MMLA basically takes advantage of the fact that everything we do generates data. As I’ve said numerous times: “we are drowning in information and starving for knowledge”. Oftentimes, we don’t even have data collection infrastructure to collect and analyse richer types of data. That was not the case for Dr Cukurova. In their 2017 paper, Cukurova et al (1) collected various streams of data, processed and extracted multimodal interactions to answer the following question: which features of MMLA are good predictors of collaborative problem-solving in open-ended tasks in project-based learning?

The literature landscape on potential predictors looks like this: Pic of data types

Collecting data like heart rate, facial expressions, blinks, postures, head rotations, seat pressure can help us model student alertness and figure out if students are stressed, experiencing cognitive load, or if they need a break. With multimodal data from learners, wakefulness can also be predicted, as shown in one paper Dr Cukurova contributed to (0). Wakefulness of learners strongly relates to educational outcomes, and so when e-learning, it would be useful to measure/monitor attention/drowsiness from learning behaviour. Doing this is not an easy task however, especially if only doing it from log data, though it was found CatBoost was the most performant.

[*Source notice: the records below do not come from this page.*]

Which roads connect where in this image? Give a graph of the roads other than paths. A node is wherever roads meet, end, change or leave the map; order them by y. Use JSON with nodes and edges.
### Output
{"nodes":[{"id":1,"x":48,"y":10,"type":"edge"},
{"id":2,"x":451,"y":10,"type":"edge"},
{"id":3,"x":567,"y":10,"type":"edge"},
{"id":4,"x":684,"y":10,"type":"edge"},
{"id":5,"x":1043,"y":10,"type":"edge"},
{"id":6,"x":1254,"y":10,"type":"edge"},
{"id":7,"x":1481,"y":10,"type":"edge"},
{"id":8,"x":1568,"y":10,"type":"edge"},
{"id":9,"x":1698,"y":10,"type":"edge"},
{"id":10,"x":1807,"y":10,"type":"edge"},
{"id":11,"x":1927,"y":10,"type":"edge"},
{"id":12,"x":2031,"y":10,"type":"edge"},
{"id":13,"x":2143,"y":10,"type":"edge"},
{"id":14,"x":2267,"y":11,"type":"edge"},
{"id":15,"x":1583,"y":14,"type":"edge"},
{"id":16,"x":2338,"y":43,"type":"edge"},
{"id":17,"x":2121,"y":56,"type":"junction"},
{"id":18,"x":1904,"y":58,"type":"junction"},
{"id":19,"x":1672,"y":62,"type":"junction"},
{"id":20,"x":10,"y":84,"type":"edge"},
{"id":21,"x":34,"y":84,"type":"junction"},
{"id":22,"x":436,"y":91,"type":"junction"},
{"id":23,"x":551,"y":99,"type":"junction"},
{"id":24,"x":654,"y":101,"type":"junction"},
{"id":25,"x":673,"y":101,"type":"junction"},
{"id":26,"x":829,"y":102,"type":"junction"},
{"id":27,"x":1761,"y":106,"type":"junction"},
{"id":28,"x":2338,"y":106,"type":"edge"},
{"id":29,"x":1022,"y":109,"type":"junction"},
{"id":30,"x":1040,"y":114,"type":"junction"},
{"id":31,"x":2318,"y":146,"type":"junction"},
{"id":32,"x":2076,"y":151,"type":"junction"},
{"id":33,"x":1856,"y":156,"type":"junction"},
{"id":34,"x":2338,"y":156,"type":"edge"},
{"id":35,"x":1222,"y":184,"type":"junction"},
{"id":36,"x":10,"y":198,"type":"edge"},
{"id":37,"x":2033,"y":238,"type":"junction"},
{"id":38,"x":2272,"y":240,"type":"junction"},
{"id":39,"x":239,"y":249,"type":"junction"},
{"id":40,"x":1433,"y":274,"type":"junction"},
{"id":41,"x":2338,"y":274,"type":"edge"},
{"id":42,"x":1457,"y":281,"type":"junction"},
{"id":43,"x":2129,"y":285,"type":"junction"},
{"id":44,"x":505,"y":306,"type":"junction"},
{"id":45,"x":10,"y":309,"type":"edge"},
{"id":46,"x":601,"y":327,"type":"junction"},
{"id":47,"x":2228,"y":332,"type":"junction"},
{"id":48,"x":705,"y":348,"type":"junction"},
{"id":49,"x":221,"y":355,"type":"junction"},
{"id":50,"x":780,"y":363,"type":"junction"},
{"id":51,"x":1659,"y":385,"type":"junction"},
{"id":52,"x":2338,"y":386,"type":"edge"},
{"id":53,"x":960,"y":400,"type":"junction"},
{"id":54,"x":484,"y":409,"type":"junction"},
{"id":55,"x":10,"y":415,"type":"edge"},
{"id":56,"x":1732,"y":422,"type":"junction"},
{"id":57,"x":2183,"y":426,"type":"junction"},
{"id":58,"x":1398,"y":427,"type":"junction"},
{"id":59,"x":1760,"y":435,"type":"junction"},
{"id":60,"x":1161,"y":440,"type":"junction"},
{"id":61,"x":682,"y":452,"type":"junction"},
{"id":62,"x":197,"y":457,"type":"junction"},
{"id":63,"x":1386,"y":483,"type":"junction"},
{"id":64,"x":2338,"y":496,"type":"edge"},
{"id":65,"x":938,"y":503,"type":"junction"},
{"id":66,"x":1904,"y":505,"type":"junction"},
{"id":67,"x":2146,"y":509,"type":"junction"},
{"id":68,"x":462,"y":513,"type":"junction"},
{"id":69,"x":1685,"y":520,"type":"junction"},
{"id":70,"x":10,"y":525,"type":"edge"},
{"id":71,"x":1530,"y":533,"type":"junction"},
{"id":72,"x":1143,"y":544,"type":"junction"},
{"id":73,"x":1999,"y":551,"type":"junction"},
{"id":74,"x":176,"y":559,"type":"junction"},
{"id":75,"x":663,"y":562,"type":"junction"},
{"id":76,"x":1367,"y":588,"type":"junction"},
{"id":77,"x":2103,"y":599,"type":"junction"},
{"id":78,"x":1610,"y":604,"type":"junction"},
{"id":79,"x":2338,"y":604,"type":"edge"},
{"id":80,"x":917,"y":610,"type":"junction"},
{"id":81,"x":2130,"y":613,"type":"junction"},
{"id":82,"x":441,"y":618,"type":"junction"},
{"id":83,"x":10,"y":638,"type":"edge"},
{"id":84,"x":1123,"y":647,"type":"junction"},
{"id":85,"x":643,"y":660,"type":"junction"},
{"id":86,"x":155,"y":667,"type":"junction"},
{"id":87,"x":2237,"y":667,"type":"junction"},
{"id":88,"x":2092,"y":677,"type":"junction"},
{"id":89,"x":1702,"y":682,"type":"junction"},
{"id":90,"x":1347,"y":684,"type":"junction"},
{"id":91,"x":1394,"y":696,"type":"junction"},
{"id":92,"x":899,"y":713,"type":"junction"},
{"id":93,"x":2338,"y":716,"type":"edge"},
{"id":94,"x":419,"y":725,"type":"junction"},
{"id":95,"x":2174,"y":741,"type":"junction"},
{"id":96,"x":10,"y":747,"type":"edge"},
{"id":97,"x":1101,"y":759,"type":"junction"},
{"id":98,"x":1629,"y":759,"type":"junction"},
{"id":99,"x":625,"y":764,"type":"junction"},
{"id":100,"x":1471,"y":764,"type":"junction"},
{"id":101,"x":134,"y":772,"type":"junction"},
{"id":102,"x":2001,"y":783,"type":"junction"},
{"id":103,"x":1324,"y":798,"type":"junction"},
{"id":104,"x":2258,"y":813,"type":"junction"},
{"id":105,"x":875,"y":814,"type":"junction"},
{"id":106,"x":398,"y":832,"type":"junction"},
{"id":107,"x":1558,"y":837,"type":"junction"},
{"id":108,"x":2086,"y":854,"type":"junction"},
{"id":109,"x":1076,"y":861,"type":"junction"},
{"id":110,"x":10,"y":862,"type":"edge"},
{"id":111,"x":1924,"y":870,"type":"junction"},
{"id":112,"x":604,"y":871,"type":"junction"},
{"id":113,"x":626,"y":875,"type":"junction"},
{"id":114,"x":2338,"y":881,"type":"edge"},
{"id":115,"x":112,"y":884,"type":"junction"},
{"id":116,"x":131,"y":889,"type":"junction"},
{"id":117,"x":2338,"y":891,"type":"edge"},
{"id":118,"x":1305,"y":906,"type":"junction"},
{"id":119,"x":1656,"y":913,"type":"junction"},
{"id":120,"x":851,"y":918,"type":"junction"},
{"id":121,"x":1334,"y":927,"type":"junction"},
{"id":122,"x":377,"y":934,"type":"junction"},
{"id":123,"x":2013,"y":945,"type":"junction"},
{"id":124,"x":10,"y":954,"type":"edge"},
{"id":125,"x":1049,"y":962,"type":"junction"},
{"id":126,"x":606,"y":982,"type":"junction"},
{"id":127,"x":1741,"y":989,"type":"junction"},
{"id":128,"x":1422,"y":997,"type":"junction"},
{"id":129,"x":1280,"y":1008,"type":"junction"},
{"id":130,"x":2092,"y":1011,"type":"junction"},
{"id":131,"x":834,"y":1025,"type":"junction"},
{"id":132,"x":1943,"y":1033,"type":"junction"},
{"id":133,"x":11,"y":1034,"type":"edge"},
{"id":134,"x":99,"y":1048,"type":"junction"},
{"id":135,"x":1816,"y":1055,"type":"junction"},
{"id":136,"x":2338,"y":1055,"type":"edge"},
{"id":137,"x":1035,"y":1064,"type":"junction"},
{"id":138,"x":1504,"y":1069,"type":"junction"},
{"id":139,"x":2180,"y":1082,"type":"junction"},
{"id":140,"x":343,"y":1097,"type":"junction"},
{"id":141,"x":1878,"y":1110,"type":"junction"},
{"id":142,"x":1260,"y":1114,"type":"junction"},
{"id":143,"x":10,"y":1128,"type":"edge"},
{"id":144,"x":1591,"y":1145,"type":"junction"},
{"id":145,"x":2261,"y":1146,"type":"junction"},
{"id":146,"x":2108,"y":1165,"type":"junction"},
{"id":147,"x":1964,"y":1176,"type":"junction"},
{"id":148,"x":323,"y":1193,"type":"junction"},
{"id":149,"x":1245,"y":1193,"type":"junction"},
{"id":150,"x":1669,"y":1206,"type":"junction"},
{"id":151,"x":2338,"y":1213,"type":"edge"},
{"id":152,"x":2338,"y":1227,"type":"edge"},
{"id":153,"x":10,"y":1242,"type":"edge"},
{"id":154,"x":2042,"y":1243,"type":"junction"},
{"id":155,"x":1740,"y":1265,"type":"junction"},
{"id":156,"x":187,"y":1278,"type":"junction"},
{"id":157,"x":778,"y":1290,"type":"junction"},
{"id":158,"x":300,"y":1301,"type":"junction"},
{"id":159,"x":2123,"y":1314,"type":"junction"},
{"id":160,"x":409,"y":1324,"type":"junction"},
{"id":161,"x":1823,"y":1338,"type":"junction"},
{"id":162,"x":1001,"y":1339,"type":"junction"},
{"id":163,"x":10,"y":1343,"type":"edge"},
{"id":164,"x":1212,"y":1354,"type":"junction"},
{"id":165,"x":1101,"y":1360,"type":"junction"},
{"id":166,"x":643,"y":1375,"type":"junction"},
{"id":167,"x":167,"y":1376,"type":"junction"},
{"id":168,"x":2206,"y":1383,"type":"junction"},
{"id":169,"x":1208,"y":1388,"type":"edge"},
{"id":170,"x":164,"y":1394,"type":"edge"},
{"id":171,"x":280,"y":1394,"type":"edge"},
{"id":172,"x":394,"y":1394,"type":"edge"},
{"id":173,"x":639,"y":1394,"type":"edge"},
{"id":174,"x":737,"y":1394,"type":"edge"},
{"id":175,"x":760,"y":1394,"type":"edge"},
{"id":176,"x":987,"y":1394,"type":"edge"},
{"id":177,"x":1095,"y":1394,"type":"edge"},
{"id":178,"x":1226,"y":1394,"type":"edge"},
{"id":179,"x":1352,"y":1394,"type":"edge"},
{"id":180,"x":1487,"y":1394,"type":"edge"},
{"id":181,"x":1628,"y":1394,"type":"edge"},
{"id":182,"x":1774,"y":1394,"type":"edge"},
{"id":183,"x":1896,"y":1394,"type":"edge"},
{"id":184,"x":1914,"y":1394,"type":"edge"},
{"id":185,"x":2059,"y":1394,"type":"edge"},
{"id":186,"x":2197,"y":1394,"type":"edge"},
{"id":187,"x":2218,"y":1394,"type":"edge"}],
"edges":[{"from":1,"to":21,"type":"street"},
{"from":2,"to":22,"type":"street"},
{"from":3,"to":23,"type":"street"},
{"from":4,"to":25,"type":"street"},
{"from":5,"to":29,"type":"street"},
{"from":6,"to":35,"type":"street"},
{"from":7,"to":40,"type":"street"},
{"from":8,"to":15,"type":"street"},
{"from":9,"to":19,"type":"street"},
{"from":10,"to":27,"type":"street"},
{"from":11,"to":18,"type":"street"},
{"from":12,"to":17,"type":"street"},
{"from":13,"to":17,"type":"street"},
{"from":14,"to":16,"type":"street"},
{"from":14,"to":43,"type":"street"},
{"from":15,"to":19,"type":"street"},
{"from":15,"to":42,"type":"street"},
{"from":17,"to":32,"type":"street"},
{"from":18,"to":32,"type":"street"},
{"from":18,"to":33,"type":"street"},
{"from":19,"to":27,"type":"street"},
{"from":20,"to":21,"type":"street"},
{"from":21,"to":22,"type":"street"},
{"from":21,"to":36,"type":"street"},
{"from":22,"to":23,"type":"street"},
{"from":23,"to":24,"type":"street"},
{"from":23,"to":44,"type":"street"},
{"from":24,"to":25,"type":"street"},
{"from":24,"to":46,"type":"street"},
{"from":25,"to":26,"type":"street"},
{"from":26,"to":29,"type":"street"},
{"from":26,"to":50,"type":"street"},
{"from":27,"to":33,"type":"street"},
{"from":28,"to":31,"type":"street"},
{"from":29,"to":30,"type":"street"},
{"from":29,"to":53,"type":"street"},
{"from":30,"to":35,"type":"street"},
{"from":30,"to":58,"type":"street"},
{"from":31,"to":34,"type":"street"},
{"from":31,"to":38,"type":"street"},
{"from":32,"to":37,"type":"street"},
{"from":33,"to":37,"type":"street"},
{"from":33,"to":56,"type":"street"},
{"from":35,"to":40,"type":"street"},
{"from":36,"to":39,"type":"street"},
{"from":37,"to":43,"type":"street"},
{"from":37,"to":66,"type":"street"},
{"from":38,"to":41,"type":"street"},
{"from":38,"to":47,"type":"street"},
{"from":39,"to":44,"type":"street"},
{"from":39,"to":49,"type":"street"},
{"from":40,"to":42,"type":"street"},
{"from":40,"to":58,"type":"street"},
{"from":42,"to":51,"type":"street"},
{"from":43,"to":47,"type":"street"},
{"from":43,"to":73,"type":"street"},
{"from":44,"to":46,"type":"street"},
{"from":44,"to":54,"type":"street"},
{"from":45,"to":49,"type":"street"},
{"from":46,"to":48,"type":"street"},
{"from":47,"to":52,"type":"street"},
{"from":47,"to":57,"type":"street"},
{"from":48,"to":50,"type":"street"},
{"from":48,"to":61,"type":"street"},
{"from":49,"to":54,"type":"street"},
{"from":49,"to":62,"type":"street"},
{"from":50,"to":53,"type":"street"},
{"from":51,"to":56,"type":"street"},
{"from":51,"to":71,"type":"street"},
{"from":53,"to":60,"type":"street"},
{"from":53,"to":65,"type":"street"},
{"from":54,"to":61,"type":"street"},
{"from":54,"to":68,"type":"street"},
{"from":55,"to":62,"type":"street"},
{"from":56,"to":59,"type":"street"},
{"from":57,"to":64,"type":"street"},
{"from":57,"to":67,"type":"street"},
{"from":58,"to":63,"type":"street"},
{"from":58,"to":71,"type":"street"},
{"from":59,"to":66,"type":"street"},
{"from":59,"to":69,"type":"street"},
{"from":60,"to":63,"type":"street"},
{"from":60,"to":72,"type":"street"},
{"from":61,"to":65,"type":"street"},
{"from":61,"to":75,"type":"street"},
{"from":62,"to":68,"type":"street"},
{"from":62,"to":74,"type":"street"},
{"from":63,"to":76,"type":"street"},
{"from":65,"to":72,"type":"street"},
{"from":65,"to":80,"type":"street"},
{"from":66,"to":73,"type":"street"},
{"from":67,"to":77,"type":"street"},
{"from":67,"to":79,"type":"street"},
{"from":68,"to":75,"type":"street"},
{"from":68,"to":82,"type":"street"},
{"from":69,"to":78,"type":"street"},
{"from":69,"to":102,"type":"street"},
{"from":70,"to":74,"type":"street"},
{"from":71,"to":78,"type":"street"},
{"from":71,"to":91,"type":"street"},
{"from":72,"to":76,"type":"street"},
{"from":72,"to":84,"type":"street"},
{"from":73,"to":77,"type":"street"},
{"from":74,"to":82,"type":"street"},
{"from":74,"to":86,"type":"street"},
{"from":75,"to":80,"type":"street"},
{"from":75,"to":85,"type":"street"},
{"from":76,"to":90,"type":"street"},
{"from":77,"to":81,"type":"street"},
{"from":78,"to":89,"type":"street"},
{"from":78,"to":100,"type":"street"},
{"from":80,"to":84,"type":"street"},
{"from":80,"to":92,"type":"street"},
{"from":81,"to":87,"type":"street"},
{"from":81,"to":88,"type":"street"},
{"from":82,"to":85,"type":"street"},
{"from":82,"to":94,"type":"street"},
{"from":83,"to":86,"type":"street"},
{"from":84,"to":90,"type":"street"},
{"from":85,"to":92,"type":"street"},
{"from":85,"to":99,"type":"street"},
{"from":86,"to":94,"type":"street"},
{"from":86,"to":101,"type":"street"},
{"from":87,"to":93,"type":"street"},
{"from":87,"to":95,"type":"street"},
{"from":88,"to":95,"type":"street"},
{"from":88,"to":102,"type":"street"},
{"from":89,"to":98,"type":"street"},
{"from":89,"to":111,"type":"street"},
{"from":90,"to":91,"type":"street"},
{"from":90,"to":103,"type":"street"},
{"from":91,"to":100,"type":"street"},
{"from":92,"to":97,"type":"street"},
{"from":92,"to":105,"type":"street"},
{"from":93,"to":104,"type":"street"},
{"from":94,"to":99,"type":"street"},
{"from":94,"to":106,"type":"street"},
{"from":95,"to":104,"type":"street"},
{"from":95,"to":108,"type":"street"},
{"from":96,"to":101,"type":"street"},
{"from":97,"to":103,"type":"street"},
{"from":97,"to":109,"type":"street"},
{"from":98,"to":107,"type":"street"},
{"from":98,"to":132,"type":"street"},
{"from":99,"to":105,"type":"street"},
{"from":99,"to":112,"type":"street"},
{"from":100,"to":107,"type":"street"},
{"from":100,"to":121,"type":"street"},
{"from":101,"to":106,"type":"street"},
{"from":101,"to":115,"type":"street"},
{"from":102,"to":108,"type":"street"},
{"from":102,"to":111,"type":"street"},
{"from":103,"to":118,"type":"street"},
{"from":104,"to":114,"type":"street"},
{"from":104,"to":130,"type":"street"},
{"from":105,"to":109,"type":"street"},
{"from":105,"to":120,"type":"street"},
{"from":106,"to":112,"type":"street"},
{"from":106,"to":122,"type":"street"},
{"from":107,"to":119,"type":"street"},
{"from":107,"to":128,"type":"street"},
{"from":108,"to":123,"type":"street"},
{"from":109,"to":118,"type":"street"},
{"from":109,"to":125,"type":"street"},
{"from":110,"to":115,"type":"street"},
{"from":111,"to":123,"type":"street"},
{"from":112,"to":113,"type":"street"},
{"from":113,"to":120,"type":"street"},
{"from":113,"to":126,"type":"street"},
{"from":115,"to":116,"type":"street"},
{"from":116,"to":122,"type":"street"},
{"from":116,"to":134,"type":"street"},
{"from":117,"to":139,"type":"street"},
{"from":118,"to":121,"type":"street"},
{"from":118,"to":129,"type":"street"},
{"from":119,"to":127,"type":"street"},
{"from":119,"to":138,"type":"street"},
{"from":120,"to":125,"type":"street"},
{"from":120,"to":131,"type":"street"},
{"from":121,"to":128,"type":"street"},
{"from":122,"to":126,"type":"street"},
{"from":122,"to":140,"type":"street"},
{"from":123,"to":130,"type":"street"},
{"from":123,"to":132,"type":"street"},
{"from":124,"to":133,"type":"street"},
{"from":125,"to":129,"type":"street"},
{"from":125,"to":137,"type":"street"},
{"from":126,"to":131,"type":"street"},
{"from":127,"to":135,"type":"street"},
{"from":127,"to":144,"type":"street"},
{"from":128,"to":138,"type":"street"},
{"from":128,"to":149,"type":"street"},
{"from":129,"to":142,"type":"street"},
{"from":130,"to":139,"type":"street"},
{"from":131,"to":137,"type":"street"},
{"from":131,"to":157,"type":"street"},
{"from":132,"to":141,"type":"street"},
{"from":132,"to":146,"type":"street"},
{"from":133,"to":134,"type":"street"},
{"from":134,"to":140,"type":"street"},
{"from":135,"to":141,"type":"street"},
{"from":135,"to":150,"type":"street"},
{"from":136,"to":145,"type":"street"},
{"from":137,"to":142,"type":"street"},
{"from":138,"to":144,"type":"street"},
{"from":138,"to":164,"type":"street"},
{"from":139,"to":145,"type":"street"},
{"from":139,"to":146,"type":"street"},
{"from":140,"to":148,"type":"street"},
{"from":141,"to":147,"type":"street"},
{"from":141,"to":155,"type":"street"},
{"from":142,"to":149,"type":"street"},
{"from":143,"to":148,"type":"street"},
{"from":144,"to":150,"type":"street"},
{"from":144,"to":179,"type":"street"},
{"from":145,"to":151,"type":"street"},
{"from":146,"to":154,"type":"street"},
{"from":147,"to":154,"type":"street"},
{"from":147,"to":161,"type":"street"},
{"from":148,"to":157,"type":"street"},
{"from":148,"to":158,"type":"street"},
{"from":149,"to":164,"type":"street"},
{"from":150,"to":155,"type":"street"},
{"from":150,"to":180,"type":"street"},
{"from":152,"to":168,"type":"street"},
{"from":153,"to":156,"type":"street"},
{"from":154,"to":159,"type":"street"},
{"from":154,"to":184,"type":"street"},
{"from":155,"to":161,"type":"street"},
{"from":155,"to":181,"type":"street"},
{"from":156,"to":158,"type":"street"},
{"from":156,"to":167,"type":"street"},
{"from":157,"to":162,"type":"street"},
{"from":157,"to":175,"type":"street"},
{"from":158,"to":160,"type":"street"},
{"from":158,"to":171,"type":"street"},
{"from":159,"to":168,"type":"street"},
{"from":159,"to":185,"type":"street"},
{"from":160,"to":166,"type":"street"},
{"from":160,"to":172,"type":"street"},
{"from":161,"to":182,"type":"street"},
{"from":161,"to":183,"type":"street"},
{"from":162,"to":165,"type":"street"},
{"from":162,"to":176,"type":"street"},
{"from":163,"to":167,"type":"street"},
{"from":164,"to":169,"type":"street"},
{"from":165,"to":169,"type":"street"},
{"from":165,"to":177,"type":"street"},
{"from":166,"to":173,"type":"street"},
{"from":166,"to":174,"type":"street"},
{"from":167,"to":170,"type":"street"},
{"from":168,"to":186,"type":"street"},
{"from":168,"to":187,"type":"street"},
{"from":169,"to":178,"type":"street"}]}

In their 2018 paper, Cukurova et al (2) find promising results when it comes to using this data on traditional machine learning methods with multimodal data, though none of the findings are viable to be framed for a commercial use case yet. More feature selection can certainly be done to uncover the best combination of data modalities in terms of predictive power, as it was found that more modalities does not automatically mean better prediction.

In another one of Dr Cukurova’s papers (3), on debate mentoring, multi modal data was collected in the form of psychometric data, experience and audio of debates. With some dimensionality reduction (PCA) and a simple multinomial logistic regression algorithm, debating success could be modelled quite well. As a result, with the use of analytically transparent models, factors that lead to higher scores could be relayed to mentors and users of the e-learning platform to help improve their practices and thus, their scores. What’s really encouraging is that mentors said findings/machine suggested actions made sense or were at least thought provoking.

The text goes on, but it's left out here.